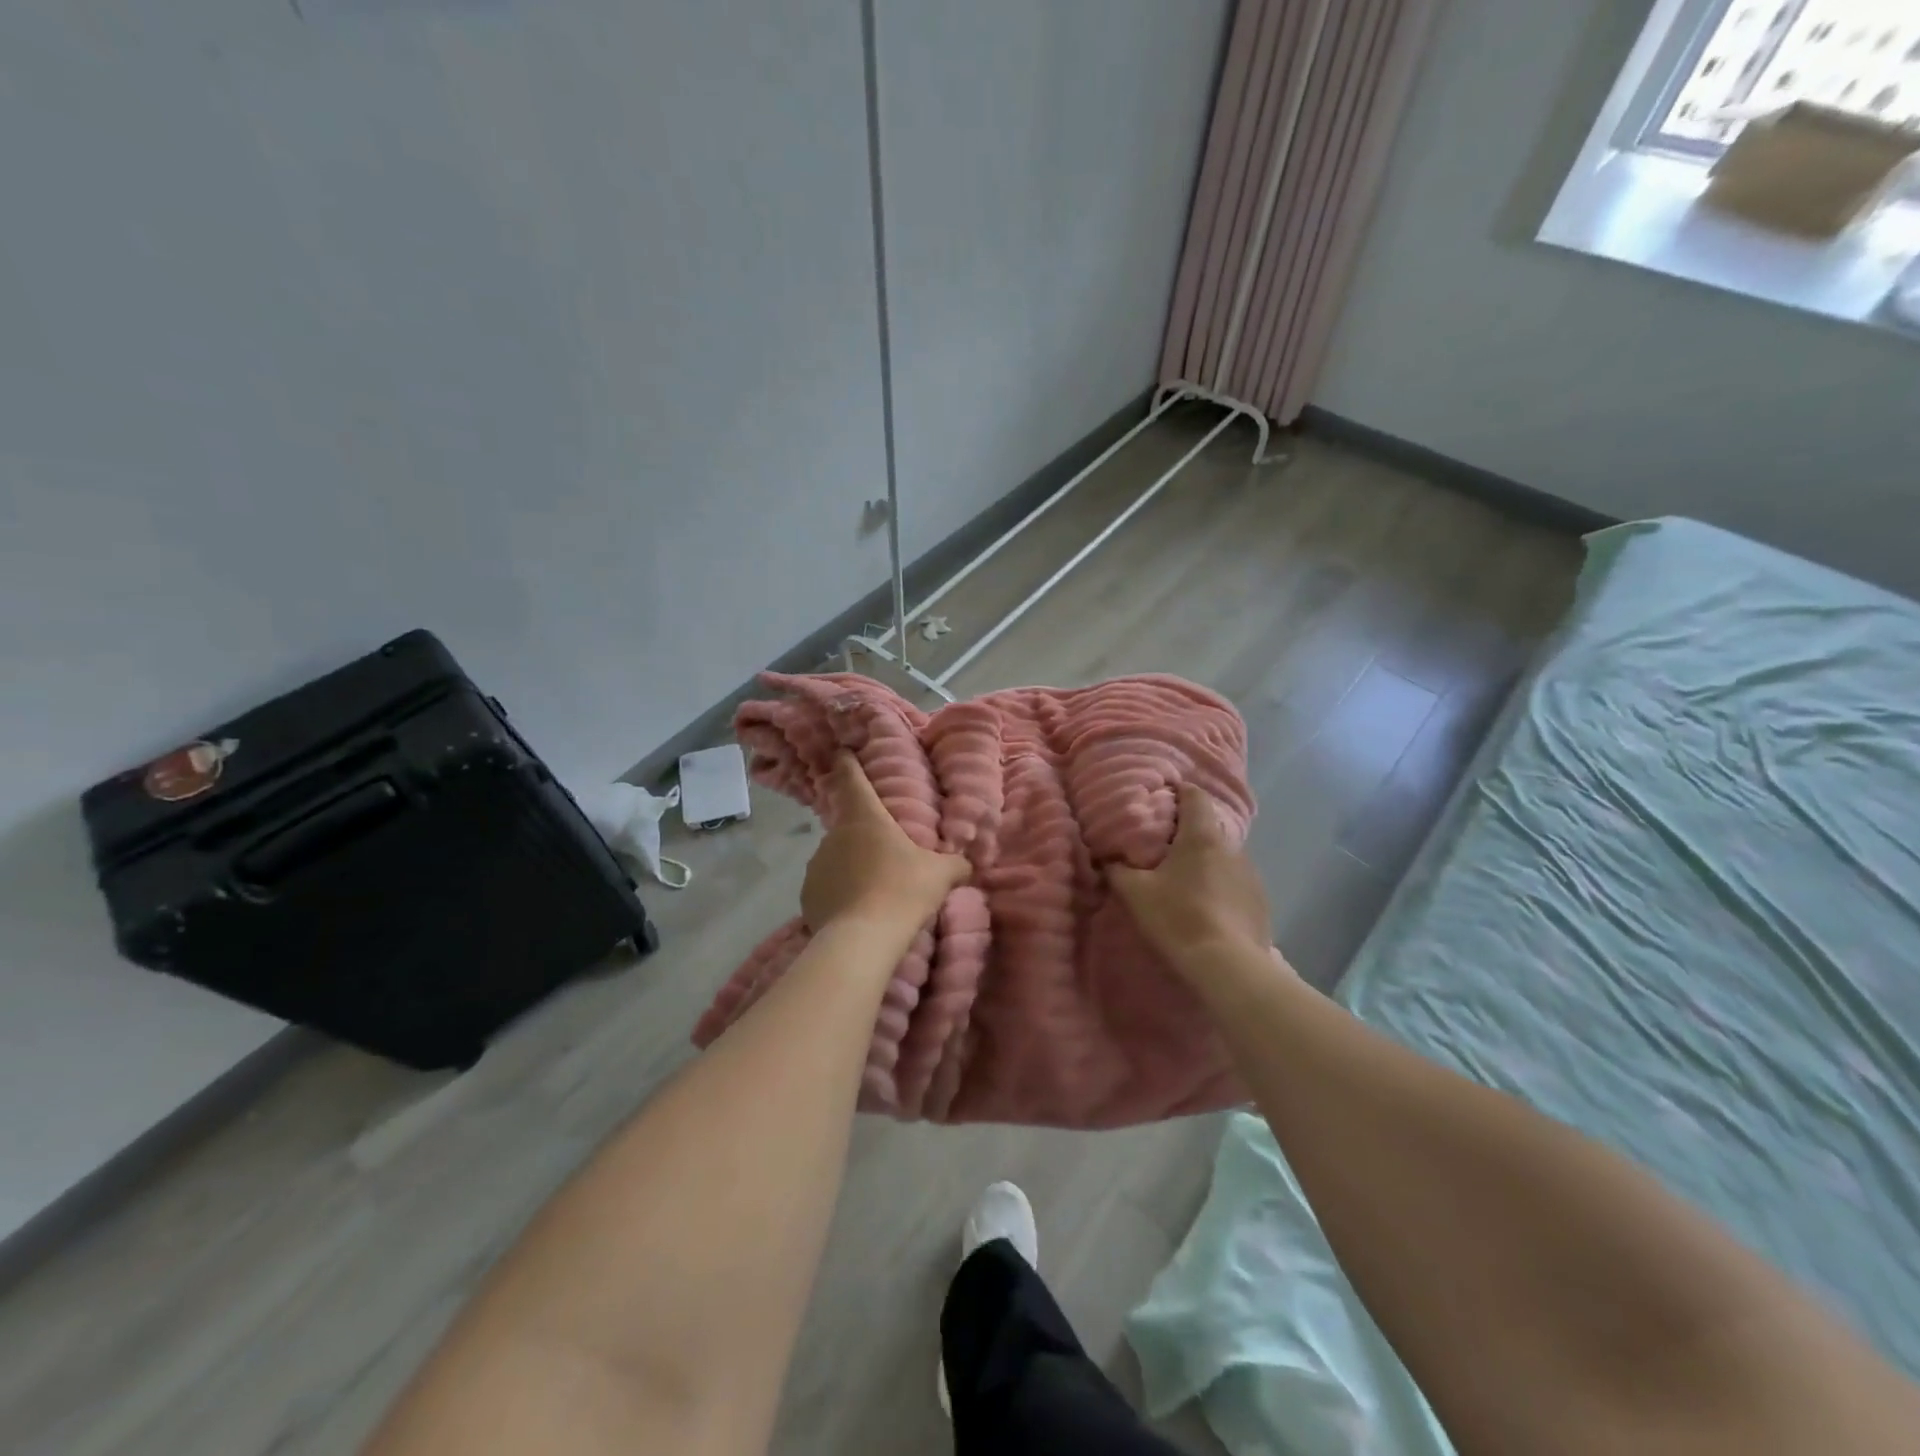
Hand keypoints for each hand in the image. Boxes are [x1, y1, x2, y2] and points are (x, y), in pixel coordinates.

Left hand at [801, 753, 970, 931]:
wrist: (863, 939)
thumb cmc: (903, 891)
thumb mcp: (941, 874)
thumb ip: (955, 863)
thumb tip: (967, 862)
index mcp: (865, 817)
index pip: (852, 778)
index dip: (849, 763)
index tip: (843, 752)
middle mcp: (835, 834)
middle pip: (848, 824)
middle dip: (864, 835)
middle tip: (886, 852)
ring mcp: (816, 864)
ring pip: (837, 857)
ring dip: (851, 866)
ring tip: (873, 890)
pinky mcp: (807, 895)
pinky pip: (827, 886)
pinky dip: (839, 893)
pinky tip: (856, 911)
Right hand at [1107, 785, 1275, 973]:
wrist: (1227, 966)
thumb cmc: (1177, 917)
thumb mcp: (1134, 893)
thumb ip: (1117, 870)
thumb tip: (1108, 858)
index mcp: (1201, 837)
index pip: (1195, 796)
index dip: (1180, 791)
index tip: (1164, 797)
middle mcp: (1232, 848)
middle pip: (1209, 828)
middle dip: (1188, 832)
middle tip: (1164, 847)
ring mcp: (1251, 876)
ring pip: (1224, 857)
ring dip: (1206, 862)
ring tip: (1186, 880)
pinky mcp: (1261, 903)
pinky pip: (1236, 884)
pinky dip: (1221, 887)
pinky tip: (1208, 908)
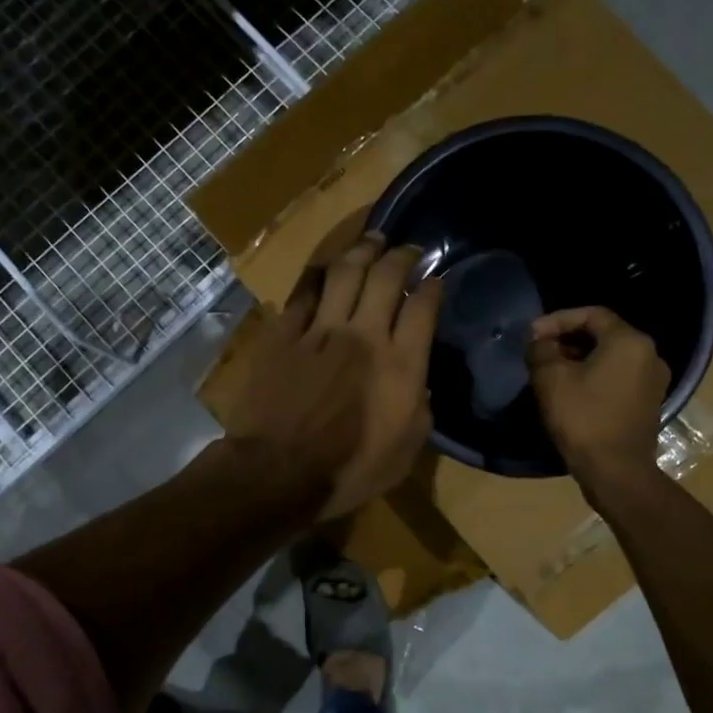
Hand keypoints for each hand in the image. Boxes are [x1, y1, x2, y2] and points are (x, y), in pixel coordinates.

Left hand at [226, 234, 441, 518]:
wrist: (277, 472)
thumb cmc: (347, 472)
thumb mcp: (404, 453)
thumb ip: (419, 409)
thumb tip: (418, 383)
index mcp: (401, 366)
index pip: (423, 308)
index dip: (432, 287)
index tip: (434, 280)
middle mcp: (364, 336)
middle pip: (386, 277)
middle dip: (401, 255)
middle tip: (406, 249)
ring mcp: (321, 330)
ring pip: (345, 273)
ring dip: (362, 250)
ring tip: (372, 240)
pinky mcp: (284, 333)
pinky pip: (304, 292)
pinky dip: (319, 276)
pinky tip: (326, 269)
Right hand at [526, 307, 671, 479]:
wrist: (615, 472)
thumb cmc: (583, 419)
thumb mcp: (551, 378)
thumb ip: (542, 350)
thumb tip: (540, 342)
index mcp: (629, 341)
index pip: (591, 314)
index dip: (557, 319)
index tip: (532, 335)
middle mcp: (649, 355)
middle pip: (603, 334)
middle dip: (567, 338)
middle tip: (539, 351)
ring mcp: (653, 381)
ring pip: (610, 357)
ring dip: (579, 358)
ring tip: (551, 370)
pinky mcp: (648, 403)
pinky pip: (618, 377)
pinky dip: (594, 375)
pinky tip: (571, 390)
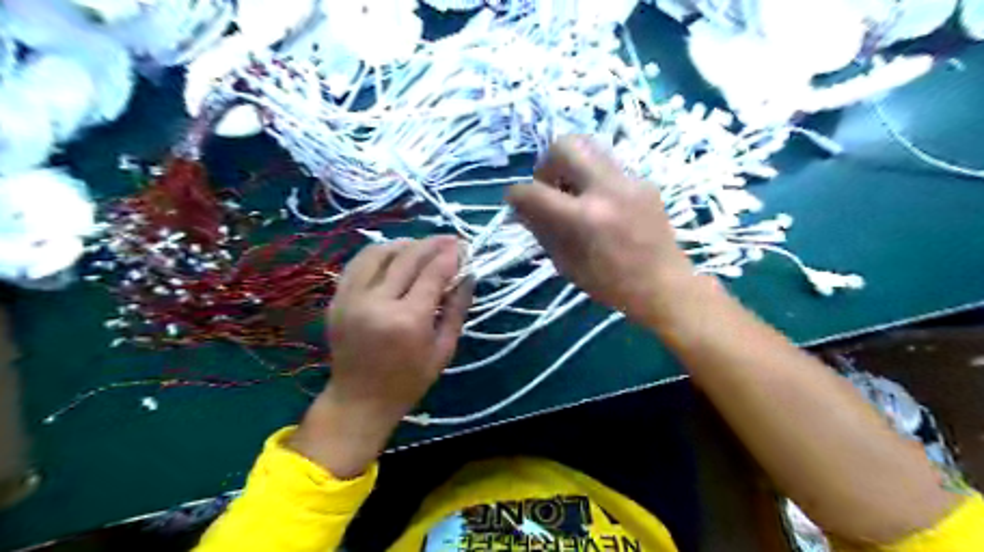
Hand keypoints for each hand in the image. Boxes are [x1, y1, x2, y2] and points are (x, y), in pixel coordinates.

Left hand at [288, 237, 468, 477]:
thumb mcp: (444, 349)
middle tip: (449, 239)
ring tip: (422, 245)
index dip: (450, 255)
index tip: (463, 246)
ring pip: (379, 253)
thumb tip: (468, 275)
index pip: (433, 273)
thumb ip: (458, 309)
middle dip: (432, 244)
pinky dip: (378, 253)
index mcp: (408, 320)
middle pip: (407, 257)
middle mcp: (377, 303)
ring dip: (405, 244)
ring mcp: (351, 298)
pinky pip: (358, 263)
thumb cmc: (409, 380)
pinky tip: (393, 254)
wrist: (359, 400)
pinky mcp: (337, 299)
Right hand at [506, 136, 697, 326]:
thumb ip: (541, 229)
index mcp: (584, 218)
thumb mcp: (566, 264)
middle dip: (546, 164)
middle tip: (549, 187)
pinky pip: (608, 166)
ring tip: (573, 193)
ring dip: (571, 166)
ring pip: (589, 147)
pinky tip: (601, 205)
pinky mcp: (644, 181)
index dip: (516, 195)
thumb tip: (521, 207)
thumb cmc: (610, 284)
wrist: (663, 285)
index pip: (534, 191)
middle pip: (564, 146)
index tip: (516, 201)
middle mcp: (607, 189)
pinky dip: (594, 179)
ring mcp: (629, 181)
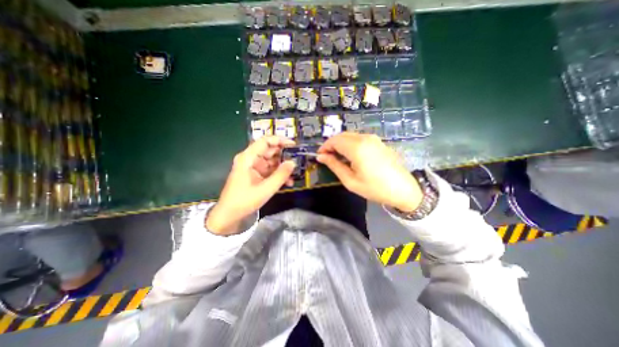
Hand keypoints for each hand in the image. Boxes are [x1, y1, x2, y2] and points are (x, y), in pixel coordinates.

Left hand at [205, 136, 297, 234]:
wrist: (229, 215)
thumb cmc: (244, 201)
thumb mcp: (266, 189)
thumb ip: (281, 175)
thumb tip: (293, 162)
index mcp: (248, 158)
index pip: (265, 141)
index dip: (279, 140)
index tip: (294, 145)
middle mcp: (250, 159)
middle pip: (270, 151)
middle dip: (284, 155)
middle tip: (298, 160)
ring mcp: (253, 167)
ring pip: (272, 161)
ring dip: (283, 167)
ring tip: (295, 173)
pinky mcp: (256, 175)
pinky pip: (270, 170)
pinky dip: (278, 174)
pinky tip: (288, 182)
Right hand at [317, 132, 423, 212]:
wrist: (403, 189)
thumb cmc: (375, 188)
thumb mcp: (350, 180)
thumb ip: (334, 165)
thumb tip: (321, 157)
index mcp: (357, 147)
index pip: (334, 140)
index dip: (324, 147)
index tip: (319, 156)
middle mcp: (365, 138)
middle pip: (342, 136)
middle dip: (332, 144)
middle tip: (327, 158)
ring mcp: (373, 138)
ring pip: (350, 136)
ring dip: (340, 144)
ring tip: (337, 158)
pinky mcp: (378, 142)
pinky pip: (359, 138)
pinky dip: (350, 144)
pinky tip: (350, 155)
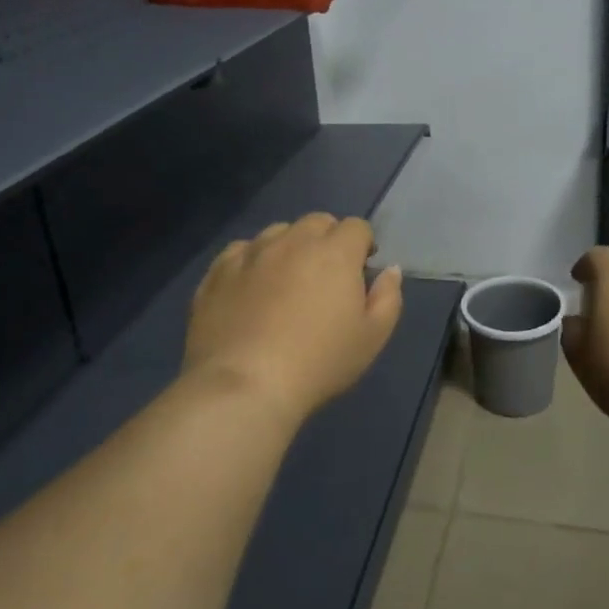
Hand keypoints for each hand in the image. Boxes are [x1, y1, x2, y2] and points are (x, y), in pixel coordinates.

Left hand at [183, 213, 403, 421]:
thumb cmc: (319, 362)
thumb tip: (390, 269)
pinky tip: (251, 287)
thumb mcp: (372, 337)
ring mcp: (251, 253)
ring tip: (287, 280)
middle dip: (328, 240)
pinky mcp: (218, 271)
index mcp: (335, 252)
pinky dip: (252, 260)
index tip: (361, 271)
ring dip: (289, 246)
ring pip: (278, 232)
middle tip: (326, 276)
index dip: (363, 245)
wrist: (244, 386)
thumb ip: (388, 297)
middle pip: (317, 222)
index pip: (356, 227)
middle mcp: (293, 241)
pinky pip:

# What is being asked
If a record above contains a picture, leave the picture out and transcribe everything else exactly.

# Exercise response
Hand keypoints for each hand in the image. Boxes are [x1, y1, x2, y2] and points are (x, y), in pixel coordinates.

Left hand at [801, 753, 970, 931]:
wrist: (863, 939)
thumb cmc: (903, 891)
thumb mcp: (941, 874)
thumb ip: (955, 863)
thumb tip: (967, 862)
index mcp: (865, 817)
index pip: (852, 778)
index dip: (849, 763)
index tip: (843, 752)
middle mcp: (835, 834)
middle pip: (848, 824)
middle dip: (864, 835)
middle tip: (886, 852)
ring mcp: (816, 864)
ring pip: (837, 857)
ring dip: (851, 866)
ring tip: (873, 890)
pinky mcp: (807, 895)
pinky pip: (827, 886)
pinky dip: (839, 893)
pinky tip: (856, 911)
Right hand at [1107, 785, 1275, 973]:
wrist: (1227, 966)
thumb cmc: (1177, 917)
thumb mcp: (1134, 893)
thumb ip: (1117, 870)
thumb tip: (1108, 858)
index mcp: (1201, 837)
index pip: (1195, 796)
index dip: (1180, 791)
index tip: (1164, 797)
middle mcp: (1232, 848)
middle pip: (1209, 828)
middle dip: (1188, 832)
middle tip: (1164, 847)
ring mcp: (1251, 876)
ring pip: (1224, 857)
ring dip: (1206, 862)
ring tip: (1186, 880)
pinky mcp: (1261, 903)
pinky pip: (1236, 884)
pinky dip: (1221, 887)
pinky tip: (1208, 908)
Hand keypoints for each hand in the image. Boxes are [x1, y1, x2, y2] and points are (x, y), in pixel coordinates.

Left hand at [226, 234, 441, 518]:
wrist: (277, 472)
thumb cmc: (347, 472)
thumb mcp: (404, 453)
thumb ip: (419, 409)
thumb tip: (418, 383)
index mcp: (401, 366)
index pip: (423, 308)
index dip: (432, 287)
index tip: (434, 280)
middle mcp: (364, 336)
middle pip: (386, 277)
middle dip: (401, 255)
middle tip: (406, 249)
ring mcp: (321, 330)
ring pip: (345, 273)
ring dip: (362, 250)
ring tip: (372, 240)
pinky mcp: (284, 333)
pinky pip: (304, 292)
pinky dip: (319, 276)
pinky tip: (326, 269)
Right hand at [526, 307, 671, 479]:
wrist: (615, 472)
thumb cmc: (583, 419)
thumb mcp: (551, 378)
thumb ip: (542, 350)
thumb tip: (540, 342)
index mcp: (629, 341)
index pip: (591, 314)
index dip: (557, 319)
index tip: (532, 335)
middle mcp: (649, 355)
middle pip: (603, 334)
middle dip: (567, 338)
middle tip: (539, 351)
ring mcp: (653, 381)
ring pip: (610, 357)
ring dip: (579, 358)
ring tip: (551, 370)
pinky mcp: (648, 403)
pinky pip: (618, 377)
pinky dip: (594, 375)
pinky tip: (571, 390)
Hand keypoints for each hand in the image. Boxes are [x1, y1, x2, y2] and points are (x, y), in pixel coordinates.

Left hand at [288, 237, 468, 477]:
thumb mcp: (444, 349)
middle tip: (449, 239)
ring tip: (422, 245)
index dip: (450, 255)
index tip: (463, 246)
ring pip: (379, 253)
thumb tip: (468, 275)
index pip: (433, 273)
thumb ip: (458, 309)
middle dip: (432, 244)
pinky dip: (378, 253)
index mcp: (408, 320)
middle pip: (407, 257)
middle mcp: (377, 303)
ring dip: (405, 244)
ring mcp: (351, 298)
pinky pip: (358, 263)
thumb cmc: (409, 380)
pinky tip: (393, 254)
wrist: (359, 400)
pinky mcp: (337, 299)
Right hand at [506, 136, 697, 326]:
thumb ip: (541, 229)
index mcp: (584, 218)
thumb mcp: (566, 264)
middle dip: (546, 164)
middle tip: (549, 187)
pinky pip: (608, 166)
ring tip: (573, 193)
ring dip: (571, 166)
ring pip: (589, 147)
pinky tip: (601, 205)
pinky mcp: (644, 181)
index dip: (516, 195)
thumb tip: (521, 207)
thumb cmc: (610, 284)
wrist: (663, 285)
index pip: (534, 191)
middle pip: (564, 146)
index tip: (516, 201)
middle mcp: (607, 189)
pinky dip: (594, 179)
ring mcp: (629, 181)
Hand keypoints for each hand in the image. Boxes are [x1, y1, x2, y2] and points are (x, y), in pixel coordinates.

Left hand at [205, 136, 297, 234]:
wrist: (229, 215)
thumb cmc: (244, 201)
thumb mcp: (266, 189)
thumb ip: (281, 175)
thumb tip: (293, 162)
index mcp: (248, 158)
index pip: (265, 141)
index dip: (279, 140)
index tip: (294, 145)
middle mcp: (250, 159)
middle pip: (270, 151)
middle dip: (284, 155)
middle tip: (298, 160)
ring mcp: (253, 167)
ring pip: (272, 161)
ring dip: (283, 167)
ring tip: (295, 173)
pinky mcp: (256, 175)
pinky pip: (270, 170)
pinky dip: (278, 174)
pinky tip: (288, 182)
Right hand at [317, 132, 423, 212]:
wrist: (403, 189)
thumb cmc: (375, 188)
thumb mcp: (350, 180)
thumb ip: (334, 165)
thumb tip: (321, 157)
index mcp: (357, 147)
index pip: (334, 140)
index dip: (324, 147)
index tip: (319, 156)
middle mcp: (365, 138)
middle pip: (342, 136)
middle dip: (332, 144)
middle tip: (327, 158)
ring mcp: (373, 138)
ring pip: (350, 136)
ring dip: (340, 144)
ring tip: (337, 158)
pinky mcp: (378, 142)
pinky pip: (359, 138)
pinky dip: (350, 144)
pinky tip: (350, 155)
Hand keypoints for each hand in the image. Boxes are [x1, y1, x2, y2] and points are (x, y), in pixel coordinates.

Left hand at [183, 213, 403, 421]:
thumb cmc: (319, 362)
thumb tip: (390, 269)
pinky tip: (251, 287)
thumb mcp: (372, 337)
ring mcp: (251, 253)
ring tip: (287, 280)
middle dip: (328, 240)
pinky mcp: (218, 271)
index mcp: (335, 252)
pinky dip: (252, 260)
index tip: (361, 271)
ring dip: (289, 246)
ring pip: (278, 232)
middle tip: (326, 276)
index dip: (363, 245)
wrist: (244, 386)
thumb ip: (388, 297)
middle pip: (317, 222)
index pip: (356, 227)
middle mcp: (293, 241)
pinky pip:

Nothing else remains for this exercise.